After Welles divorced Hayworth, any possible chance that Cohn would hire him was gone (if it still existed after Cohn saw the film). So Welles made his next film at the leading second tier studio: Herbert Yates' Republic Pictures. Yates was best known for his westerns, but he occasionally got a better than average film (directed by John Ford, and starring John Wayne). Yates wanted to make Republic one of the leading studios. So, he was willing to allow Welles to film there - but Welles had to do it on a short budget and within one month.

He did do so - he produced a film of MACBETH with a cast including Dan O'Herlihy, Roddy MacDowell, Jeanette Nolan, Edgar Barrier, and Alan Napier.

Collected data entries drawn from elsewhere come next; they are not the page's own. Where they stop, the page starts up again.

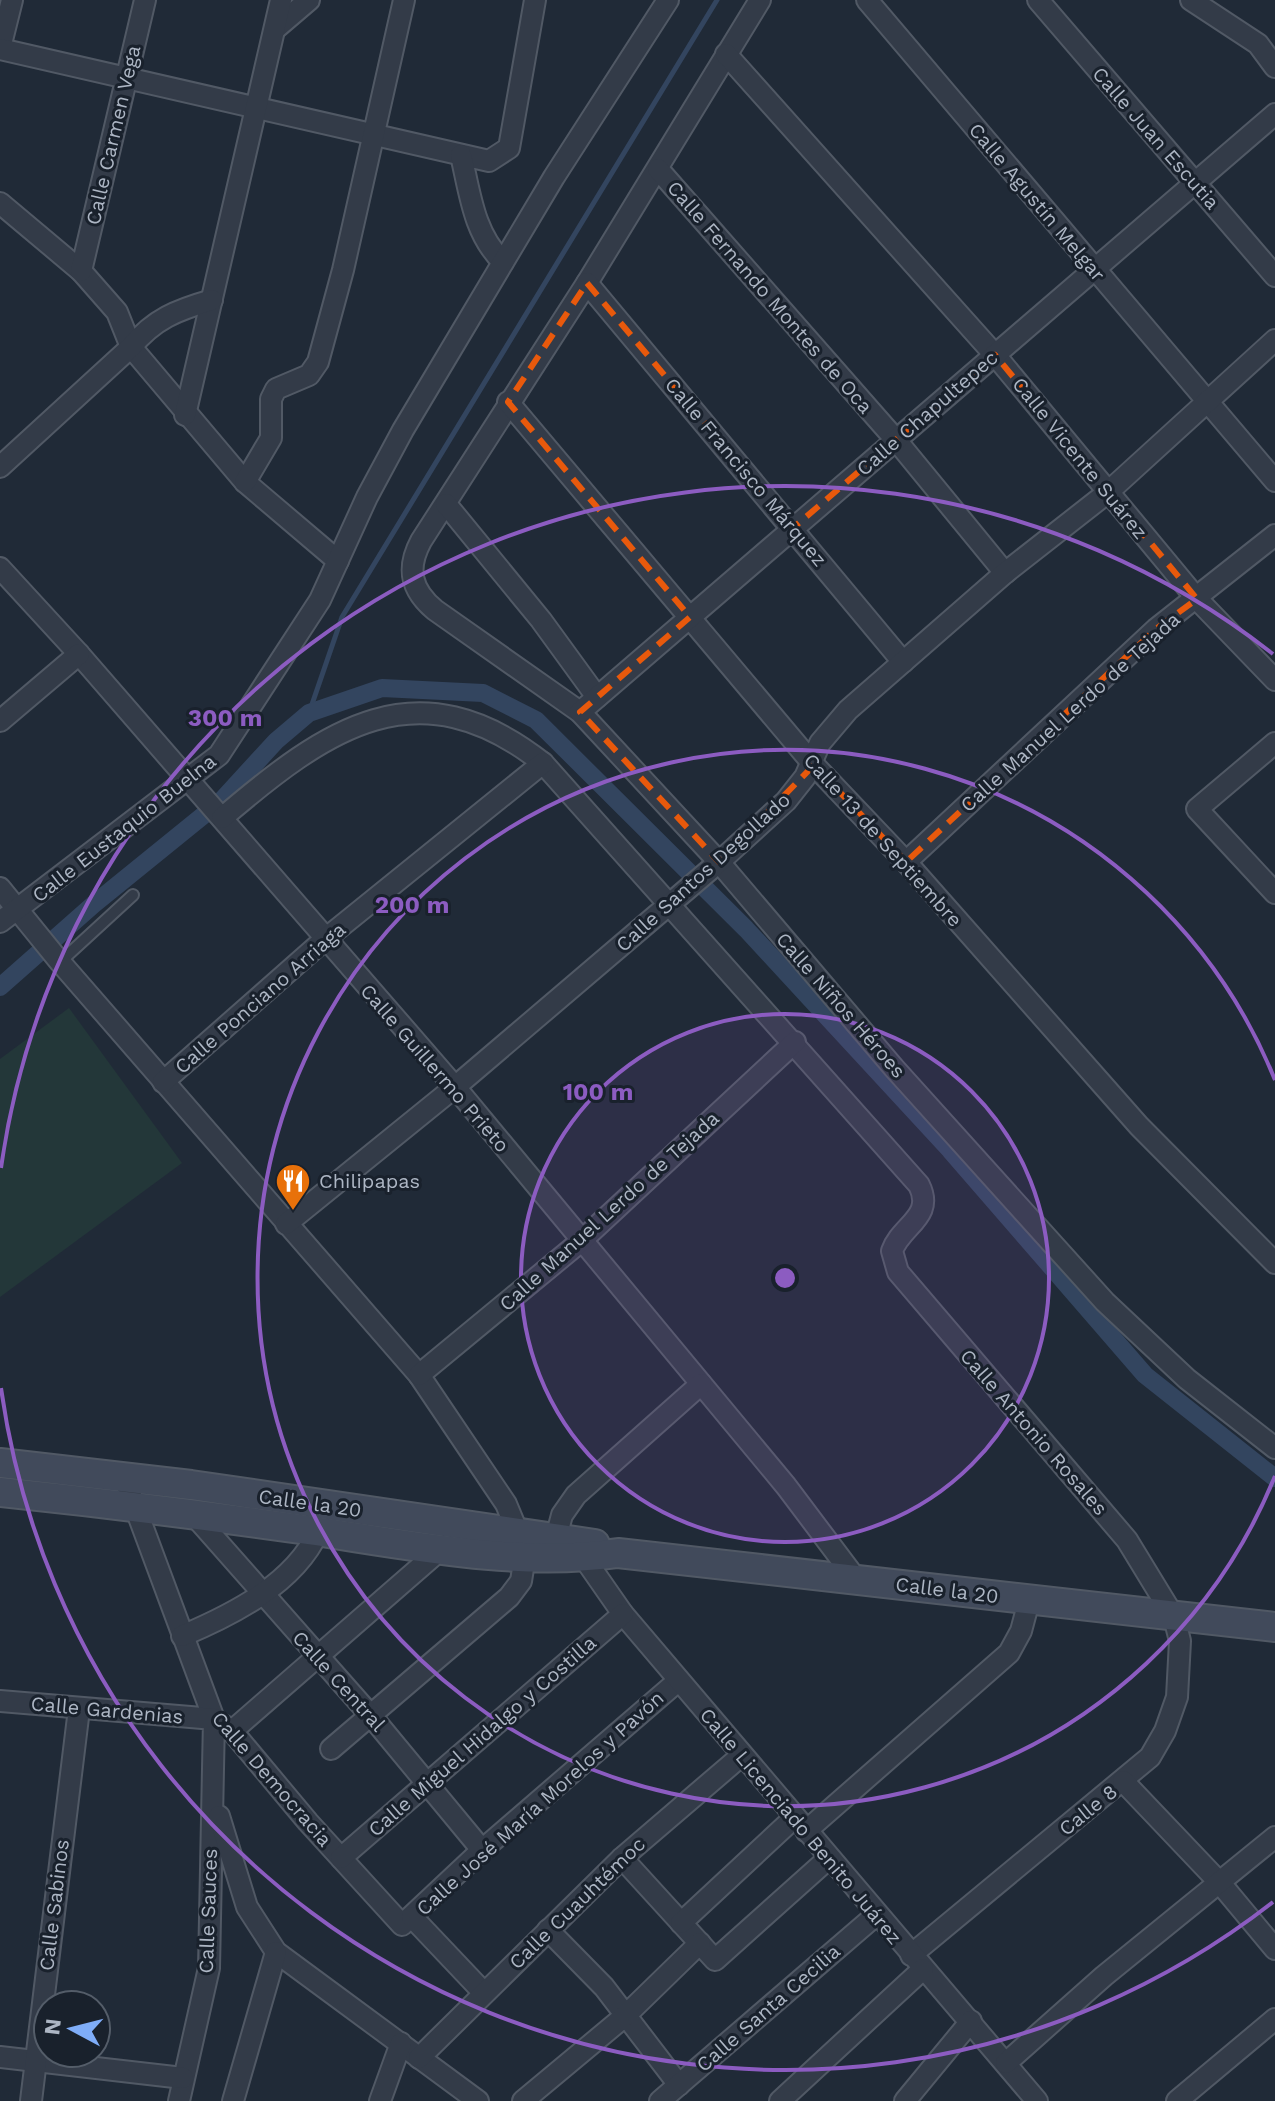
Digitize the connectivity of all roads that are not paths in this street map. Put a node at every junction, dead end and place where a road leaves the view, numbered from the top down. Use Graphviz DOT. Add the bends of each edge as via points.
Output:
graph roads {
  1 [pos="12,0"];
  2 [pos="145,0"];
  3 [pos="281,0"];
  4 [pos="309,0"];
  5 [pos="404,0"];
  6 [pos="535,0"];
  7 [pos="668,0"];
  8 [pos="760,0"];
  9 [pos="867,0"];
  10 [pos="1038,0"];
  11 [pos="1191,0"];
  12 [pos="275,29"];
  13 [pos="0,48"];
  14 [pos="726,54"];
  15 [pos="1275,67"];
  16 [pos="127,77"];
  17 [pos="256,107"];
  18 [pos="1275,114"];
  19 [pos="374,137"];
  20 [pos="461,155"];
  21 [pos="658,169"];
  22 [pos="1194,184"];
  23 [pos="0,203"];
  24 [pos="503,262"];
  25 [pos="1094,270"];
  26 [pos="81,271"];
  27 [pos="1275,276"];
  28 [pos="587,283"];
  29 [pos="212,300"];
  30 [pos="1275,340"];
  31 [pos="131,347"];
  32 [pos="995,355"];
  33 [pos="508,402"];
  34 [pos="1207,404"];
  35 [pos="185,415"];
  36 [pos="896,440"];
  37 [pos="0,467"];
  38 [pos="1275,481"];
  39 [pos="245,482"];
  40 [pos="1107,493"];
  41 [pos="446,504"];
  42 [pos="793,528"];
  43 [pos="1275,535"];
  44 [pos="338,561"];
  45 [pos="0,568"];
  46 [pos="1005,573"];
  47 [pos="1197,599"];
  48 [pos="690,617"];
  49 [pos="79,654"];
  50 [pos="903,662"];
  51 [pos="1275,680"];
  52 [pos="597,697"];
  53 [pos="580,712"];
  54 [pos="0,721"];
  55 [pos="1275,743"];
  56 [pos="543,763"];
  57 [pos="813,764"];
  58 [pos="189,782"];
  59 [pos="220,816"];
  60 [pos="906,862"];
  61 [pos="714,867"];
  62 [pos="0,888"];
  63 [pos="1275,893"];
  64 [pos="133,895"];
  65 [pos="672,900"];
  66 [pos="22,914"];
  67 [pos="0,922"];
  68 [pos="324,940"];
  69 [pos="57,959"];
  70 [pos="795,1042"];
  71 [pos="163,1082"];
  72 [pos="455,1087"];
  73 [pos="286,1224"];
  74 [pos="580,1242"];
  75 [pos="1274,1259"];
  76 [pos="419,1375"];
  77 [pos="701,1384"];
  78 [pos="1275,1448"];
  79 [pos="0,1463"];
  80 [pos="124,1477"];
  81 [pos="0,1492"];
  82 [pos="135,1506"];
  83 [pos="193,1514"];
  84 [pos="318,1532"];
  85 [pos="537,1546"];
  86 [pos="584,1549"];
  87 [pos="440,1550"];
  88 [pos="856,1579"];
  89 [pos="261,1594"];
  90 [pos="1029,1601"];
  91 [pos="623,1614"];
  92 [pos="1174,1617"];
  93 [pos="1275,1627"];
  94 [pos="182,1636"];
  95 [pos="318,1657"];
  96 [pos="678,1681"];
  97 [pos="0,1701"];
  98 [pos="79,1709"];
  99 [pos="372,1717"];
  100 [pos="214,1719"];
  101 [pos="232,1731"];
  102 [pos="331,1749"];
  103 [pos="741,1756"];
  104 [pos="1123,1781"];
  105 [pos="428,1782"];
  106 [pos="212,1789"];
  107 [pos="800,1824"];
  108 [pos="1275,1837"];
  109 [pos="482,1850"];
  110 [pos="341,1858"];
  111 [pos="622,1858"];
  112 [pos="829,1858"];
  113 [pos="1220,1883"];
  114 [pos="876,1915"];
  115 [pos="407,1921"];
  116 [pos="681,1923"];
  117 [pos="548,1930"];
  118 [pos="700,1943"];
  119 [pos="1275,1949"];
  120 [pos="276,1952"];
  121 [pos="917,1962"];
  122 [pos="44,1989"];
  123 [pos="484,1993"];
  124 [pos="625,2016"];
  125 [pos="1275,2019"];
  126 [pos="971,2021"];
  127 [pos="401,2043"];
  128 [pos="0,2057"];
  129 [pos="419,2058"];
  130 [pos="32,2061"];
  131 [pos="1006,2063"];
  132 [pos="34,2069"];
  133 [pos="105,2069"];
  134 [pos="183,2078"];
  135 [pos="679,2085"];
  136 [pos="31,2101"];
  137 [pos="179,2101"];
  138 [pos="233,2101"];
  139 [pos="380,2101"];
  140 [pos="478,2101"];
  141 [pos="523,2101"];
  142 [pos="660,2101"];
  143 [pos="780,2101"];
  144 [pos="905,2101"];
  145 [pos="1037,2101"];
  146 [pos="1177,2101"];
  1 -- 13 [label="street"];
  2 -- 16 [label="street, Calle Carmen Vega"];
  3 -- 12 [label="street"];
  4 -- 12 [label="street"];
  5 -- 19 [label="street"];
  6 -- 20 [label="street" via="509,148 489,161"];
  7 -- 24 [label="street, Calle Eustaquio Buelna"];
  8 -- 14 [label="street"];
  9 -- 25 [label="street, Calle Agustín Melgar"];
  10 -- 22 [label="street, Calle Juan Escutia"];
  11 -- 15 [label="street" via="1258,44"];
  12 -- 17 [label="street"];
  13 -- 16 [label="street"];
  14 -- 21 [label="street"];
  14 -- 32 [label="street, Calle Vicente Suárez"];
  16 -- 17 [label="street"];
  16 -- 26 [label="street, Calle Carmen Vega"];
  17 -- 19 [label="street"];
  17 -- 29 [label="street"];
  18 -- 22 [label="street, Calle Chapultepec"];
  19 -- 20 [label="street"];
  19 -- 39 [label="street" via="318,362 309,375 276,389 271,438"];
  20 -- 24 [label="street" via="477,222 488,248"];
  21 -- 28 [label="street"];
  21 -- 36 [label="street, Calle Fernando Montes de Oca"];
  22 -- 25 [label="street, Calle Chapultepec"];
  22 -- 27 [label="street, Calle Juan Escutia"];
  23 -- 26 [label="street"];
  24 -- 44 [label="street, Calle Eustaquio Buelna" via="403,430"];
  25 -- 32 [label="street, Calle Chapultepec"];
  25 -- 34 [label="street, Calle Agustín Melgar"];
  26 -- 31 [label="street" via="117,312"];
  28 -- 33 [label="street"];
  28 -- 42 [label="street, Calle Francisco Márquez"];
  29 -- 31 [label="street" via="149,325"];
  29 -- 35 [label="street"];
  30 -- 34 [label="street, Calle Santos Degollado"];
  31 -- 35 [label="street"];
  31 -- 37 [label="street"];
  32 -- 36 [label="street, Calle Chapultepec"];
  32 -- 40 [label="street, Calle Vicente Suárez"];
  33 -- 41 [label="street"];
  33 -- 48 [label="street, Calle 13 de Septiembre"];
  34 -- 38 [label="street, Calle Agustín Melgar"];
  34 -- 40 [label="street, Calle Santos Degollado"];
  35 -- 39 [label="street"];
  36 -- 42 [label="street, Calle Chapultepec"];
  36 -- 46 [label="street, Calle Fernando Montes de Oca"];
  39 -- 44 [label="street"];
  40 -- 46 [label="street, Calle Santos Degollado"];
  40 -- 47 [label="street, Calle Vicente Suárez"];
  41 -- 52 [label="street"];
  41 -- 53 [label="street, Calle Niños Héroes" via="421,541 412,566 419,597"];
  42 -- 48 [label="street, Calle Chapultepec"];
  42 -- 50 [label="street, Calle Francisco Márquez"];
  43 -- 47 [label="street, Calle Manuel Lerdo de Tejada"];
  44 -- 58 [label="street, Calle Eustaquio Buelna" via="258,700 219,755"];
  45 -- 49 [label="street, Calle Guillermo Prieto"];
  46 -- 50 [label="street, Calle Santos Degollado"];
  47 -- 51 [label="street, Calle Vicente Suárez"];
  47 -- 60 [label="street, Calle Manuel Lerdo de Tejada" via="1156,629"];
  48 -- 52 [label="street, Calle Chapultepec"];
  48 -- 57 [label="street, Calle 13 de Septiembre"];
  49 -- 54 [label="street"];
  49 -- 58 [label="street, Calle Guillermo Prieto"];
  50 -- 57 [label="street, Calle Santos Degollado" via="833,726"];
  52 -- 53 [label="street, Calle Chapultepec"];
  53 -- 61 [label="street, Calle Niños Héroes"];
  55 -- 63 [label="street" via="1197,809"];
  56 -- 59 [label="street" via="516,741 483,725 408,713 349,726 319,742"];
  56 -- 65 [label="street"];
  56 -- 68 [label="street, Calle Ponciano Arriaga"];
  57 -- 60 [label="street, Calle 13 de Septiembre"];
  57 -- 61 [label="street, Calle Santos Degollado" via="786,801"];
  58 -- 59 [label="street, Calle Guillermo Prieto"];
  58 -- 66 [label="street, Calle Eustaquio Buelna"];
  59 -- 68 [label="street, Calle Guillermo Prieto"];
  60 -- 75 [label="street, Calle 13 de Septiembre" via="1139,1126"];
  61 -- 65 [label="street, Calle Santos Degollado"];
  61 -- 78 [label="street, Calle Niños Héroes" via="1105,1302 1187,1379"];
  62 -- 66 [label="street"];
  64 -- 69 [label="lane"];
  65 -- 70 [label="street"];
  65 -- 72 [label="street, Calle Santos Degollado"];
  66 -- 67 [label="street, Calle Eustaquio Buelna"];
  66 -- 69 [label="street"];
  68 -- 71 [label="street, Calle Ponciano Arriaga"];
  68 -- 72 [label="street, Calle Guillermo Prieto"];
  69 -- 71 [label="street"];
  70 -- 74 [label="street, Calle Manuel Lerdo de Tejada"];
  70 -- 92 [label="street, Calle Antonio Rosales" via="919,1185 925,1204 892,1251 906,1284 1127,1540"];
  71 -- 73 [label="street"];
  72 -- 73 [label="street, Calle Santos Degollado"];
  72 -- 74 [label="street, Calle Guillermo Prieto"];
  73 -- 76 [label="street"];
  74 -- 76 [label="street, Calle Manuel Lerdo de Tejada"];
  74 -- 77 [label="street, Calle Guillermo Prieto"];
  76 -- 85 [label="street"];
  77 -- 85 [label="street" via="576,1495"];
  77 -- 88 [label="street, Calle Guillermo Prieto"];
  79 -- 80 [label="street, Calle la 20"];
  80 -- 82 [label="street, Calle Democracia"];
  80 -- 85 [label="street, Calle la 20"];
  81 -- 82 [label="street, Calle la 20"];
  82 -- 83 [label="street, Calle la 20"];
  82 -- 94 [label="street, Calle Democracia"];
  83 -- 84 [label="street, Calle la 20"];
  83 -- 89 [label="street, Calle Central"];
  84 -- 87 [label="street, Calle la 20"];
  84 -- 89 [label="street" via="309,1550"];
  85 -- 86 [label="street, Calle la 20"];
  85 -- 87 [label="street, Calle la 20"];
  85 -- 99 [label="street" via="509,1597"];
  86 -- 88 [label="street, Calle la 20"];
  86 -- 91 [label="street, Calle Licenciado Benito Juárez"];
  87 -- 95 [label="street"];
  88 -- 90 [label="street, Calle la 20"];
  89 -- 94 [label="street"];
  89 -- 95 [label="street, Calle Central"];
  90 -- 92 [label="street, Calle la 20"];
  90 -- 107 [label="street" via="1009,1653"];
  91 -- 96 [label="street, Calle Licenciado Benito Juárez"];
  91 -- 105 [label="street, Calle Miguel Hidalgo y Costilla"];
  92 -- 93 [label="street, Calle la 20"];
  92 -- 104 [label="street, Calle 8" via="1180,1641 1177,1697 1150,1757"];
  94 -- 100 [label="street, Calle Democracia"];
  95 -- 99 [label="street, Calle Central"];
  95 -- 101 [label="street"];
  96 -- 103 [label="street, Calle Licenciado Benito Juárez"];
  96 -- 109 [label="street, Calle José María Morelos y Pavón"];
  97 -- 98 [label="street, Calle Gardenias"];
  98 -- 100 [label="street, Calle Gardenias"];
  98 -- 122 [label="street, Calle Sabinos"];
  99 -- 102 [label="street"];
  99 -- 105 [label="street, Calle Central"];
  100 -- 101 [label="street, Calle Democracia"];
  100 -- 106 [label="street, Calle Sauces"];
  101 -- 110 [label="street, Calle Democracia"];
  103 -- 107 [label="street, Calle Licenciado Benito Juárez"];
  103 -- 111 [label="street, Calle Cuauhtémoc"];
  104 -- 113 [label="street"];
  104 -- 121 [label="street, Calle 8"];
  105 -- 109 [label="street, Calle Central"];
  105 -- 110 [label="street, Calle Miguel Hidalgo y Costilla"];
  106 -- 120 [label="street" via="247,1907"];
  106 -- 134 [label="street, Calle Sauces" via="209,1968"];
  107 -- 112 [label="street, Calle Licenciado Benito Juárez"];
  107 -- 116 [label="street"];
  108 -- 113 [label="street"];
  109 -- 115 [label="street, Calle José María Morelos y Pavón"];
  110 -- 115 [label="street, Calle Democracia"];
  111 -- 116 [label="street"];
  111 -- 117 [label="street, Calle Cuauhtémoc"];
  112 -- 114 [label="street, Calle Licenciado Benito Juárez"];
  112 -- 118 [label="street" via="715,1960"];
  113 -- 119 [label="street"];
  113 -- 131 [label="street"];
  114 -- 121 [label="street, Calle Licenciado Benito Juárez"];
  114 -- 135 [label="street, Calle Santa Cecilia"];
  115 -- 123 [label="street, Calle Democracia"];
  116 -- 118 [label="street"];
  117 -- 123 [label="street, Calle Cuauhtémoc"];
  117 -- 124 [label="street"];
  118 -- 124 [label="street"];
  120 -- 127 [label="street"];
  120 -- 138 [label="street"];
  121 -- 126 [label="street, Calle Licenciado Benito Juárez"];
  121 -- 143 [label="street, Calle 8"];
  123 -- 129 [label="street, Calle Cuauhtémoc"];
  124 -- 135 [label="street"];
  124 -- 141 [label="street"];
  125 -- 146 [label="street"];
  126 -- 131 [label="street, Calle Licenciado Benito Juárez"];
  126 -- 144 [label="street"];
  127 -- 129 [label="street"];
  127 -- 139 [label="street"];
  128 -- 130 [label="street"];
  129 -- 140 [label="street"];
  131 -- 145 [label="street, Calle Licenciado Benito Juárez"];
  132 -- 136 [label="street, Calle Sabinos"];
  133 -- 134 [label="street"];
  134 -- 137 [label="street, Calle Sauces"];
  135 -- 142 [label="street, Calle Santa Cecilia"];
}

For years this film has gotten an unfair reputation. Welles had the actors speak with Scottish Accents. This was actually understandable. But the critics attacked the experiment. So the film was repackaged with an "English" soundtrack. Also it was re-cut, by the studio, and for years was about twenty minutes shorter than Welles' final cut. It was this mangled version that was known to the public - and complained about (adding to the myth that Welles was really a second-rate director). It still had some good film moments, such as the march of Brendon Wood to Dunstinane (where the forest is holding early medieval crosses), or the shots of the stormy sea hitting the rocky breakers, while Welles recites the "Tommorrow, and tomorrow, and tomorrow" speech. But the know it all critics kept saying comments like "Shakespeare through the Welles' meat grinder." That review is from the anonymous reviewer of the New York Times.

Welles did rewrite the play in that he gave some of the speeches to other characters, and created a whole character (the Holy Father played by Napier) who got dialog from some minor characters that were deleted in the screenplay. But the basic story was kept and enhanced by Welles' sets and directing.

Fortunately for us all, MACBETH is available now with the twenty minutes Yates cut out restored. Ironically, unlike the large studios RKO and Columbia that lost the cut film from AMBERSOMS and THE LADY (one can also add the scenes of Konstantine Shayne's escape from prison to South America from THE STRANGER) Republic preserved the cut film and the Scottish accented sound track. MACBETH is the first film of Welles that was restored to what he had in mind.

Of course now that we see the full film we realize how the critics in 1948 were unduly hostile to Welles. They had not minded jumping on him, a failed "wunderkind" from Broadway. But now that we see that MACBETH was a worthy film, we can ask how many films those same critics who attacked Welles were properly reviewed and how many bombs among movies they liked.

To begin with the film is permeated with a spirit of barbarism - frequently we see signs of violent death and corpses left dangling. But they are taken with ease by the people of the period (one corpse is dangling in the background of Macbeth's "Glammis" castle, while he and Lady Macbeth (Nolan) are embracing and kissing). The still darkness of the night is used as an instrument of dread - look at the longest section of the film - the section where Macbeth is considering the Witches prediction, and slowly talking himself into killing his guest, King Duncan (Erskind Sandford). It has been said that Welles was trying to show the struggle between barbarism and Christianity in the film, and he certainly is able to make the confrontation insidious. He never has the witches confront the Holy Father, but the latter is killed (by Macbeth) and the witches have a final comment to make upon the death of Macbeth at the tale end of the film: "Peace, the Charm has ended."

Welles actually knew more about what he was doing when he shot MACBETH than his contemporaries credited him with. In the 1930s he had done a celebrated "VOODOO MACBETH" set in Haiti, with an all African-American cast. It was very well regarded. Unfortunately he could not do that here - it was 1948 and Hollywood would not tolerate a classic play done by people usually playing stereotyped servants (although this was slowly changing in the late 1940s). It would have been interesting to have seen that production, but for a close second, this one does very well indeed.